Study material Start Marker

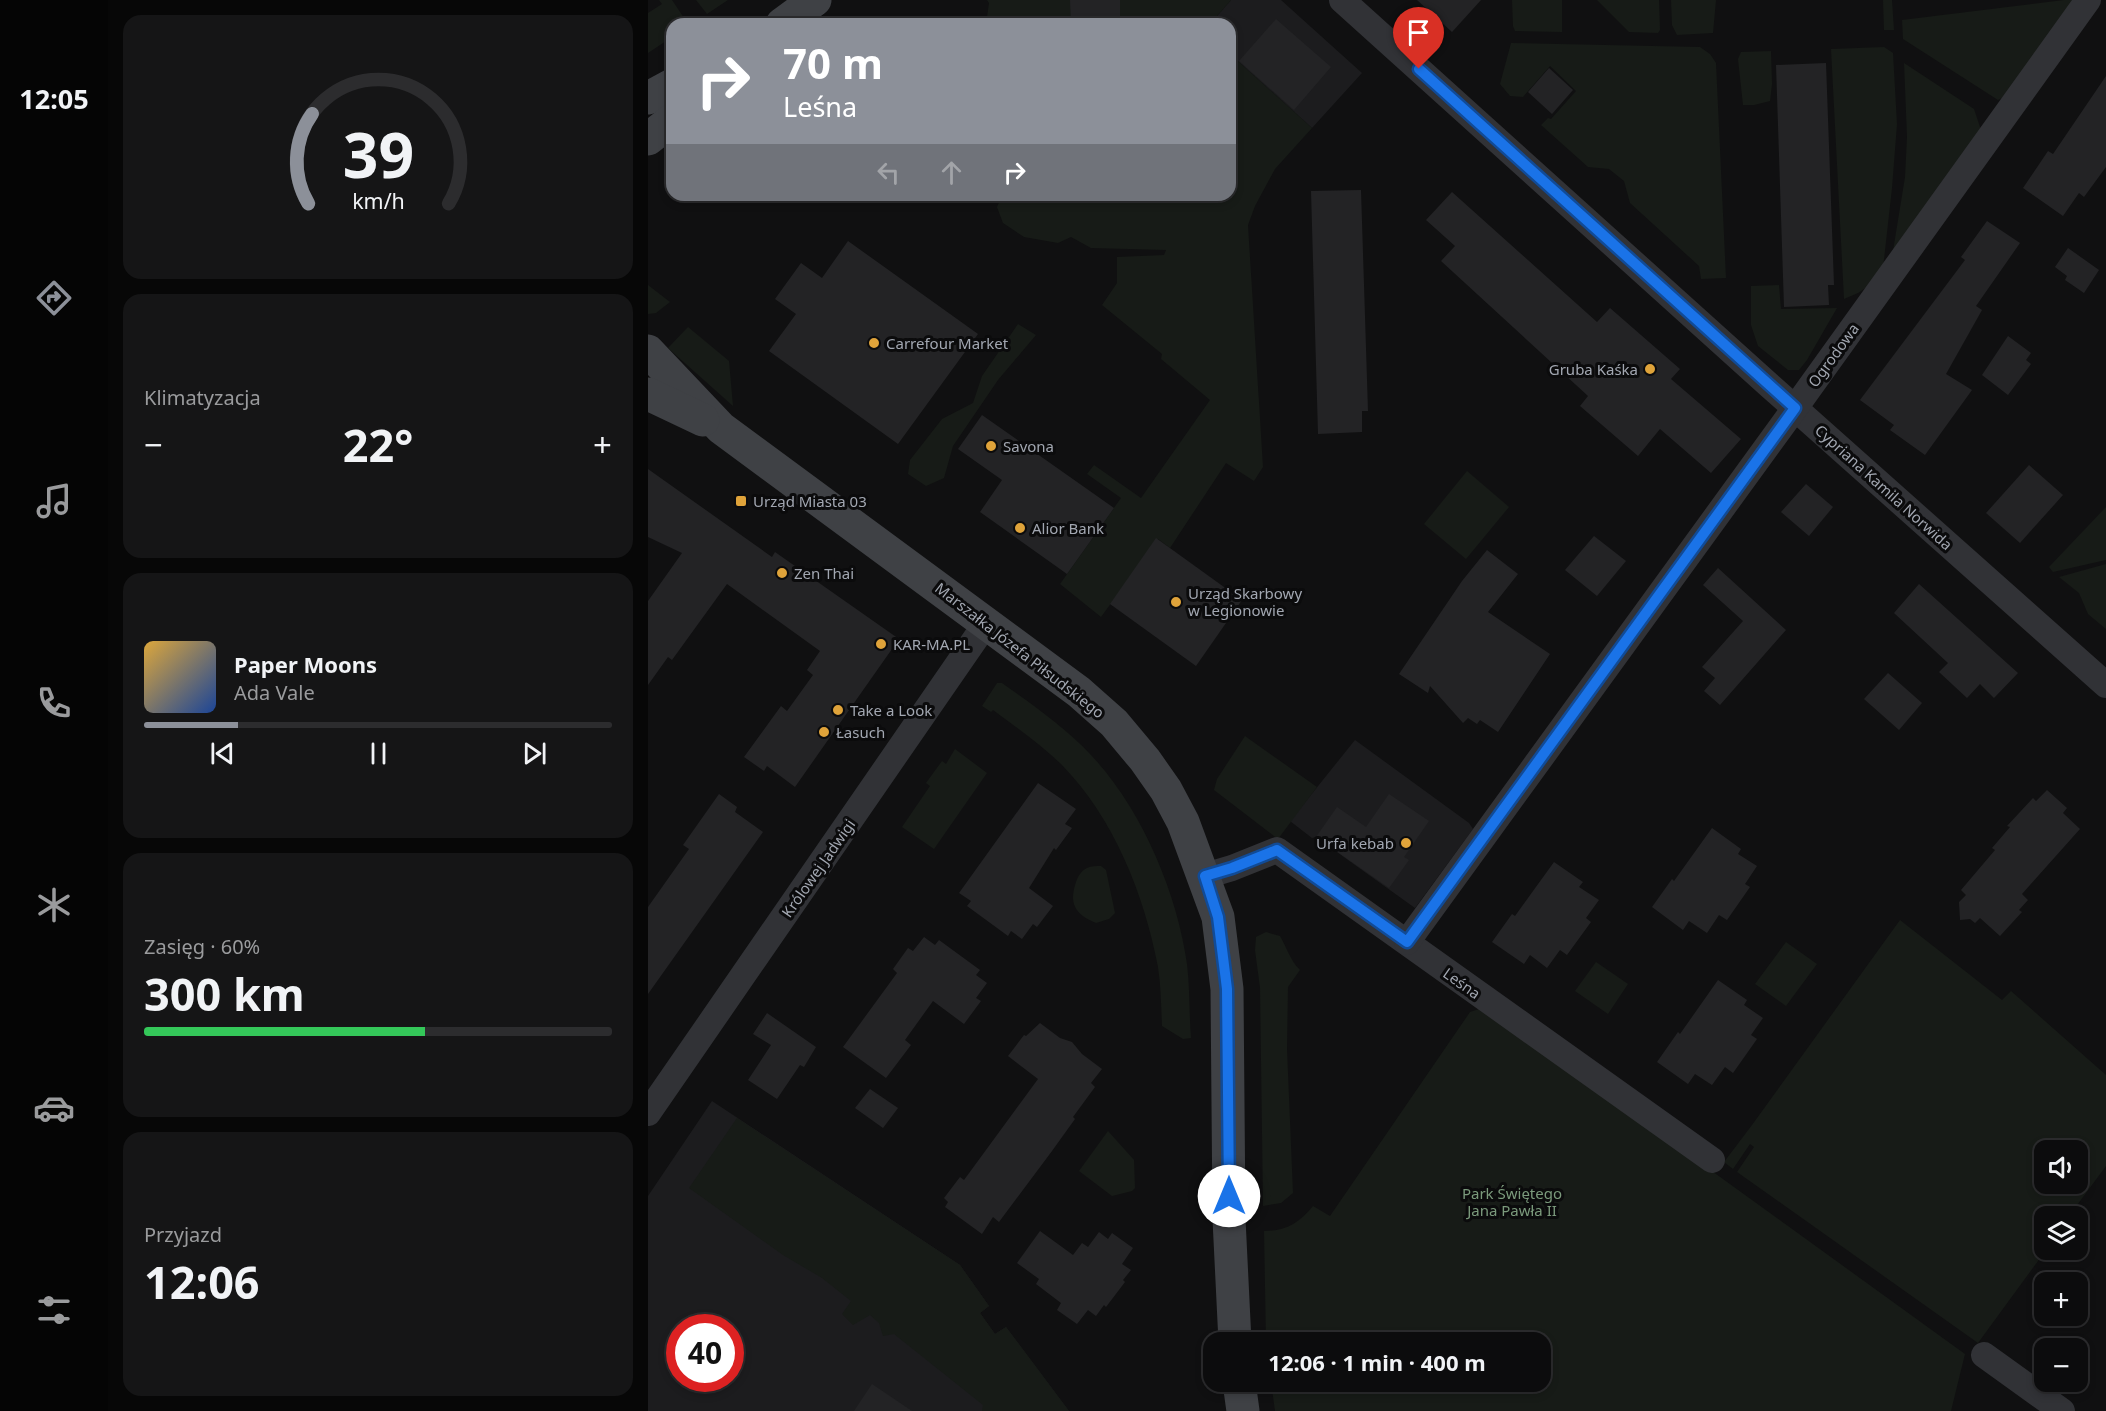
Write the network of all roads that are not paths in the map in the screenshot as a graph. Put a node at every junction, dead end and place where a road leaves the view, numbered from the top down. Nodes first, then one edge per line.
1 (814, 0) edge
2 (1342, 0) edge
3 (2088, 0) edge
4 (790, 18) edge
5 (666, 88) edge
6 (648, 98) edge
7 (666, 125) edge
8 (648, 139) edge
9 (648, 351) edge
10 (648, 394) edge
11 (1795, 408) junction
12 (721, 428) junction
13 (987, 622) junction
14 (2106, 685) edge
15 (1205, 876) junction
16 (1407, 942) junction
17 (648, 1113) edge
18 (1712, 1160) dead end
19 (1235, 1332) edge
20 (1984, 1355) dead end
21 (1240, 1392) edge
22 (1243, 1411) edge
23 (2062, 1411) edge

1 - 4 street
2 - 11 street, Cypriana Kamila Norwida
3 - 11 street, Ogrodowa
5 - 6 street
7 - 8 street
9 - 12 street, Marszałka Józefa Piłsudskiego
10 - 12 street, Marszałka Józefa Piłsudskiego
11 - 14 street, Cypriana Kamila Norwida
11 - 16 street, Ogrodowa
12 - 13 street, Marszałka Józefa Piłsudskiego
13 - 15 street, Marszałka Józefa Piłsudskiego
13 - 17 street, Królowej Jadwigi
15 - 16 street, Leśna
15 - 19 street, Marszałka Józefa Piłsudskiego
16 - 18 street, Leśna
20 - 23 street
21 - 22 street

Study material End Marker

The task:
Output every entry exactly. Pictures stay out.

Answer to this problem:
Write the network of all roads that are not paths in the map in the screenshot as a graph. Put a node at every junction, dead end and place where a road leaves the view, numbered from the top down. Nodes first, then one edge per line.
1 (814, 0) edge
2 (1342, 0) edge
3 (2088, 0) edge
4 (790, 18) edge
5 (666, 88) edge
6 (648, 98) edge
7 (666, 125) edge
8 (648, 139) edge
9 (648, 351) edge
10 (648, 394) edge
11 (1795, 408) junction
12 (721, 428) junction
13 (987, 622) junction
14 (2106, 685) edge
15 (1205, 876) junction
16 (1407, 942) junction
17 (648, 1113) edge
18 (1712, 1160) dead end
19 (1235, 1332) edge
20 (1984, 1355) dead end
21 (1240, 1392) edge
22 (1243, 1411) edge
23 (2062, 1411) edge

1 - 4 street
2 - 11 street, Cypriana Kamila Norwida
3 - 11 street, Ogrodowa
5 - 6 street
7 - 8 street
9 - 12 street, Marszałka Józefa Piłsudskiego
10 - 12 street, Marszałka Józefa Piłsudskiego
11 - 14 street, Cypriana Kamila Norwida
11 - 16 street, Ogrodowa
12 - 13 street, Marszałka Józefa Piłsudskiego
13 - 15 street, Marszałka Józefa Piłsudskiego
13 - 17 street, Królowej Jadwigi
15 - 16 street, Leśna
15 - 19 street, Marszałka Józefa Piłsudskiego
16 - 18 street, Leśna
20 - 23 street
21 - 22 street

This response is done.